Les racines de l'art martial philippin remontent jusqu’au 5ième siècle. L’Arnis s’est développé, par la nécessité de se défendre avec succès contre des adversaires. Ainsi se sont développées les techniques du bâton, des armes tranchantes, et les techniques à mains nues. D’un point de vue historique, ces arts ont été d'une part « importés » par les immigrants d'Asie centrale, de l'Inde, de la Perse ou de l'Egypte, et d'autre part aussi, grâce à des batailles entre tribus rivales, ainsi que par les différentes occupations, plus spécialement l’occupation espagnole.
Les philippins étaient fascinés par exemple, par l'emploi simultané d'une épée et d'un poignard par les espagnols. Qui développaient l'Espada y Daga (l'utilisation simultanée d'une arme courte et d'une longue) à la perfection. Les arts de lutte philippins sont à considérer comme un système complet. La notion combat de bâton/canne « stickfight » laquelle est souvent utilisée, ne reflète en réalité pas, toute la complexité de l’art.

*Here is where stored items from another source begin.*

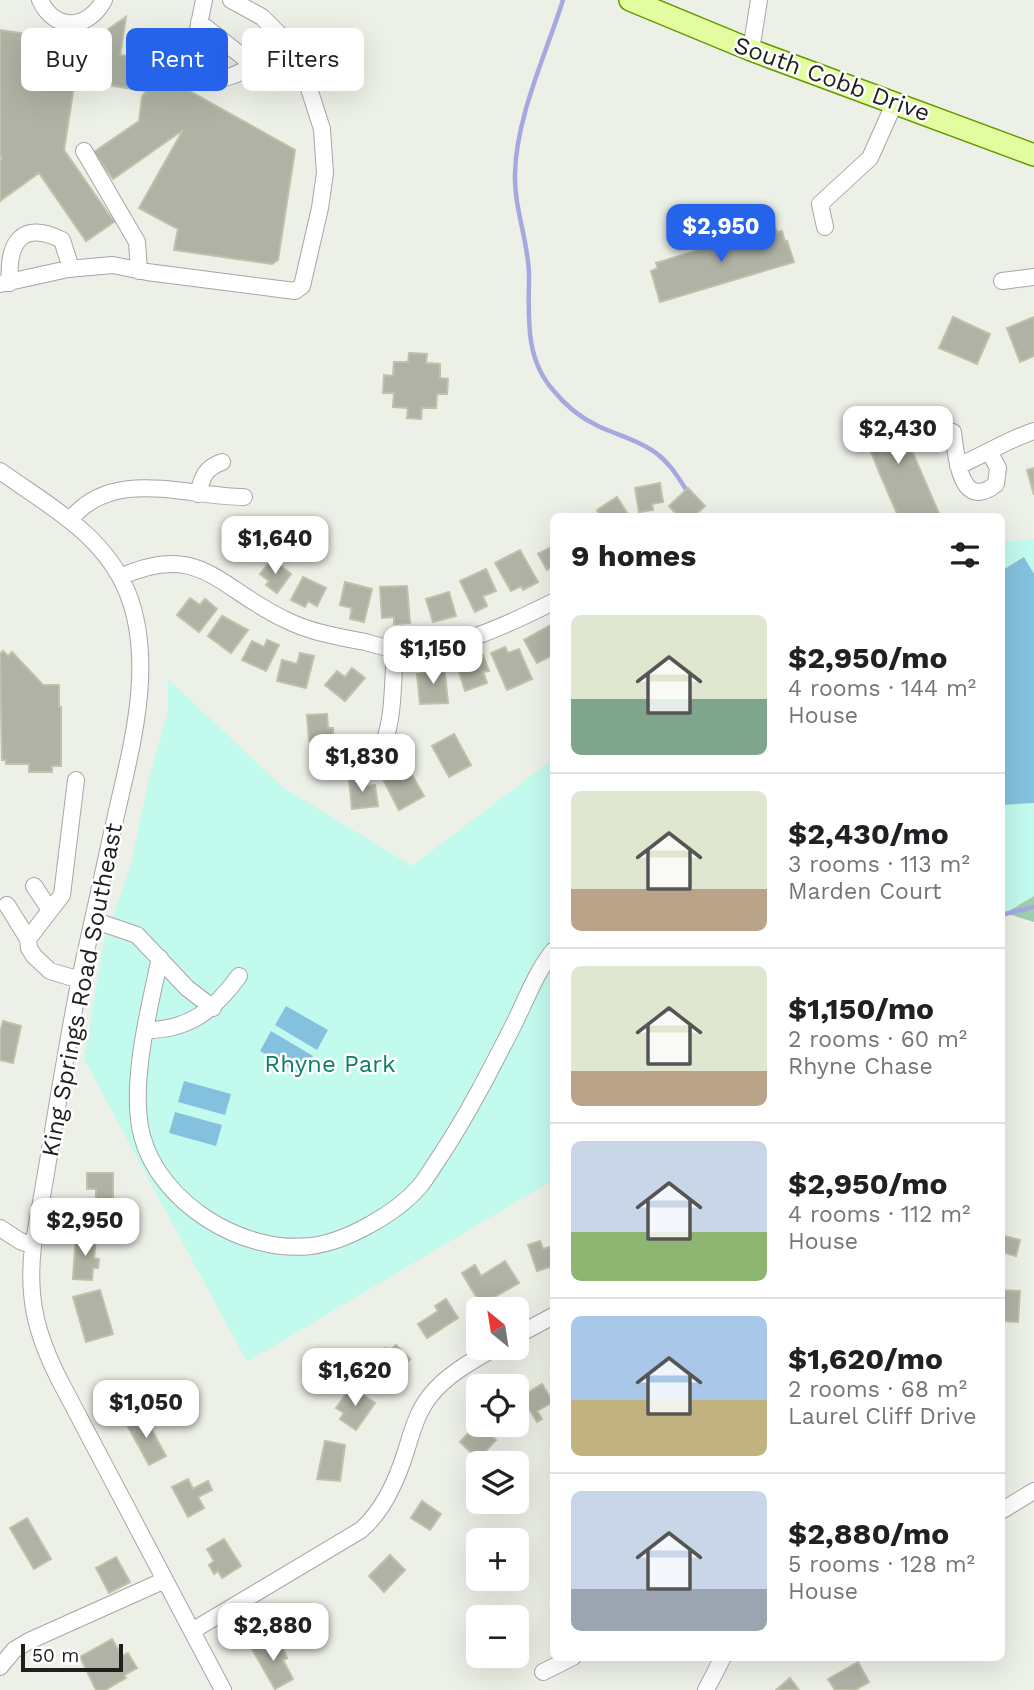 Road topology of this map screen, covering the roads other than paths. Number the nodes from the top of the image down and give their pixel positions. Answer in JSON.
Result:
{"nodes":[{"id":1,"x":40,"y":0,"type":"edge"},
{"id":2,"x":104,"y":0,"type":"edge"},
{"id":3,"x":204,"y":0,"type":"edge"},
{"id":4,"x":231,"y":0,"type":"edge"},
{"id":5,"x":630,"y":0,"type":"edge"},
{"id":6,"x":759,"y":0,"type":"edge"},
{"id":7,"x":199,"y":22,"type":"junction"},
{"id":8,"x":274,"y":28,"type":"edge"},
{"id":9,"x":751,"y":50,"type":"junction"},
{"id":10,"x":242,"y":56,"type":"edge"},
{"id":11,"x":242,"y":71,"type":"edge"},
{"id":12,"x":310,"y":91,"type":"edge"},
{"id":13,"x":895,"y":102,"type":"junction"},
{"id":14,"x":84,"y":151,"type":"dead end"},
{"id":15,"x":1034,"y":155,"type":"edge"},
{"id":16,"x":825,"y":227,"type":"dead end"},
{"id":17,"x":71,"y":268,"type":"junction"},
{"id":18,"x":139,"y":271,"type":"junction"},
{"id":19,"x":1034,"y":277,"type":"edge"},
{"id":20,"x":1002,"y":281,"type":"dead end"},
{"id":21,"x":5,"y":283,"type":"edge"},
{"id":22,"x":1034,"y":431,"type":"edge"},
{"id":23,"x":953,"y":432,"type":"dead end"},
{"id":24,"x":990,"y":453,"type":"junction"},
{"id":25,"x":222,"y":462,"type":"dead end"},
{"id":26,"x":958,"y":466,"type":"junction"},
{"id":27,"x":0,"y":471,"type":"edge"},
{"id":28,"x":198,"y":494,"type":"junction"},
{"id":29,"x":244,"y":497,"type":"dead end"},
{"id":30,"x":70,"y":520,"type":"junction"},
{"id":31,"x":120,"y":577,"type":"junction"},
{"id":32,"x":550,"y":603,"type":"edge"},
{"id":33,"x":396,"y":649,"type":"junction"},
{"id":34,"x":380,"y":751,"type":"dead end"},
{"id":35,"x":76,"y":780,"type":"dead end"},
{"id":36,"x":34,"y":886,"type":"dead end"},
{"id":37,"x":7,"y":905,"type":"dead end"},
{"id":38,"x":50,"y":910,"type":"junction"},
{"id":39,"x":93,"y":920,"type":"junction"},
{"id":40,"x":28,"y":939,"type":"junction"},
{"id":41,"x":550,"y":955,"type":"edge"},
{"id":42,"x":160,"y":958,"type":"junction"},
{"id":43,"x":239,"y":976,"type":"dead end"},
{"id":44,"x":80,"y":980,"type":"junction"},
{"id":45,"x":213,"y":1008,"type":"junction"},
{"id":46,"x":146,"y":1030,"type":"junction"},
{"id":47,"x":0,"y":1228,"type":"edge"},
{"id":48,"x":33,"y":1246,"type":"junction"},
{"id":49,"x":550,"y":1318,"type":"edge"},
{"id":50,"x":529,"y":1329,"type":"edge"},
{"id":51,"x":476,"y":1360,"type":"edge"},
{"id":52,"x":1034,"y":1491,"type":"edge"},
{"id":53,"x":1005,"y":1509,"type":"edge"},
{"id":54,"x":165,"y":1580,"type":"junction"},
{"id":55,"x":192,"y":1631,"type":"junction"},
{"id":56,"x":565,"y":1661,"type":"edge"},
{"id":57,"x":721,"y":1661,"type":"edge"},
{"id":58,"x":0,"y":1667,"type":"edge"},
{"id":59,"x":543,"y":1672,"type":"dead end"},
{"id":60,"x":223,"y":1690,"type":"edge"},
{"id":61,"x":706,"y":1690,"type":"edge"}],
"edges":[{"from":1,"to":2,"type":"street"},
{"from":3,"to":7,"type":"street"},
{"from":4,"to":8,"type":"street"},
{"from":5,"to":9,"type":"main road","name":"South Cobb Drive"},
{"from":6,"to":9,"type":"street"},
{"from":7,"to":10,"type":"street"},
{"from":7,"to":11,"type":"street"},
{"from":9,"to":13,"type":"main road","name":"South Cobb Drive"},
{"from":12,"to":18,"type":"street"},
{"from":13,"to":15,"type":"main road","name":"South Cobb Drive"},
{"from":13,"to":16,"type":"street"},
{"from":14,"to":18,"type":"street"},
{"from":17,"to":18,"type":"street"},
{"from":17,"to":21,"type":"street"},
{"from":17,"to":21,"type":"street"},
{"from":19,"to":20,"type":"street"},
{"from":22,"to":24,"type":"street"},
{"from":23,"to":26,"type":"street"},
{"from":24,"to":26,"type":"street"},
{"from":24,"to":26,"type":"street"},
{"from":25,"to":28,"type":"street"},
{"from":27,"to":30,"type":"street","name":"King Springs Road Southeast"},
{"from":28,"to":29,"type":"street"},
{"from":28,"to":30,"type":"street"},
{"from":30,"to":31,"type":"street","name":"King Springs Road Southeast"},
{"from":31,"to":33,"type":"street"},
{"from":31,"to":39,"type":"street","name":"King Springs Road Southeast"},
{"from":32,"to":33,"type":"street"},
{"from":33,"to":34,"type":"street"},
{"from":35,"to":38,"type":"street"},
{"from":36,"to":38,"type":"street"},
{"from":37,"to":40,"type":"street"},
{"from":38,"to":40,"type":"street"},
{"from":39,"to":42,"type":"street"},
{"from":39,"to":44,"type":"street","name":"King Springs Road Southeast"},
{"from":40,"to":44,"type":"street"},
{"from":41,"to":46,"type":"street"},
{"from":42,"to":45,"type":"street"},
{"from":42,"to":46,"type":"street"},
{"from":43,"to":45,"type":"street"},
{"from":44,"to":48,"type":"street","name":"King Springs Road Southeast"},
{"from":45,"to":46,"type":"street"},
{"from":47,"to":48,"type":"street"},
{"from":48,"to":54,"type":"street","name":"King Springs Road Southeast"},
{"from":49,"to":50,"type":"street"},
{"from":51,"to":55,"type":"street"},
{"from":52,"to":53,"type":"street"},
{"from":54,"to":55,"type":"street","name":"King Springs Road Southeast"},
{"from":54,"to":58,"type":"street"},
{"from":55,"to":60,"type":"street","name":"King Springs Road Southeast"},
{"from":56,"to":59,"type":"street"},
{"from":57,"to":61,"type":"street"}]}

Des contacts, entre l'Indonésie et la Chine, au temps précolonial ont mené vers un système favorisant surtout la lutte à mains nues : le Kuntao, se basant sur le Kung Fu chinois
Aux Philippines, il existe d’ailleurs aussi de purs arts de lutte, lesquels n'enseignent pas l'usage des armes, comme par exemple : le Dumog, Sikaran ou Panantukan.
Vu que les Philippines se composent de 7107 îles, et vu les distances géographiques, différents systèmes/styles, se sont aussi développés avec des noms, les plus divers : Arnis, Kali et Escrima. Ce sont probablement, les noms les plus connus en Europe.